[Saved data entries]

┄┄┄┄┄┄┄┄┄┄

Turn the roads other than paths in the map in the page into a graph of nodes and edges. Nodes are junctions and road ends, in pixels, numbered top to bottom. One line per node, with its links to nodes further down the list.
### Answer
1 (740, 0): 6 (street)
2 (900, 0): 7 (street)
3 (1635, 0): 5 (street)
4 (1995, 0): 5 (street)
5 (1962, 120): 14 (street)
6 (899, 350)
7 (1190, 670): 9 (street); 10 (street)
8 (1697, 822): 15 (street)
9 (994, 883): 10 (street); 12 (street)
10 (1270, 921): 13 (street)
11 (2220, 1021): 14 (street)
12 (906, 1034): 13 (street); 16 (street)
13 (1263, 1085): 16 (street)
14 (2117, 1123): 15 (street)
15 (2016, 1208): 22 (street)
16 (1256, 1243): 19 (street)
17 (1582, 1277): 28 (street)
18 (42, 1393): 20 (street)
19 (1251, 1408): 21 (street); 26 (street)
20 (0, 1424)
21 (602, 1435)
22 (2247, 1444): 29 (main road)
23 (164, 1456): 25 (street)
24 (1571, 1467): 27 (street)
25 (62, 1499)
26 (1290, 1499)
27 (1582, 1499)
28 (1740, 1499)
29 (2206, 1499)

┄┄┄┄┄┄┄┄┄┄

Every record above is to be written out exactly.

Turn the roads other than paths in the map in the page into a graph of nodes and edges. Nodes are junctions and road ends, in pixels, numbered top to bottom. One line per node, with its links to nodes further down the list.
### Answer
1 (740, 0): 6 (street)
2 (900, 0): 7 (street)
3 (1635, 0): 5 (street)
4 (1995, 0): 5 (street)
5 (1962, 120): 14 (street)
6 (899, 350)
7 (1190, 670): 9 (street); 10 (street)
8 (1697, 822): 15 (street)
9 (994, 883): 10 (street); 12 (street)
10 (1270, 921): 13 (street)
11 (2220, 1021): 14 (street)
12 (906, 1034): 13 (street); 16 (street)
13 (1263, 1085): 16 (street)
14 (2117, 1123): 15 (street)
15 (2016, 1208): 22 (street)
16 (1256, 1243): 19 (street)
17 (1582, 1277): 28 (street)
18 (42, 1393): 20 (street)
19 (1251, 1408): 21 (street); 26 (street)
20 (0, 1424)
21 (602, 1435)
22 (2247, 1444): 29 (main road)
23 (164, 1456): 25 (street)
24 (1571, 1467): 27 (street)
25 (62, 1499)
26 (1290, 1499)
27 (1582, 1499)
28 (1740, 1499)
29 (2206, 1499)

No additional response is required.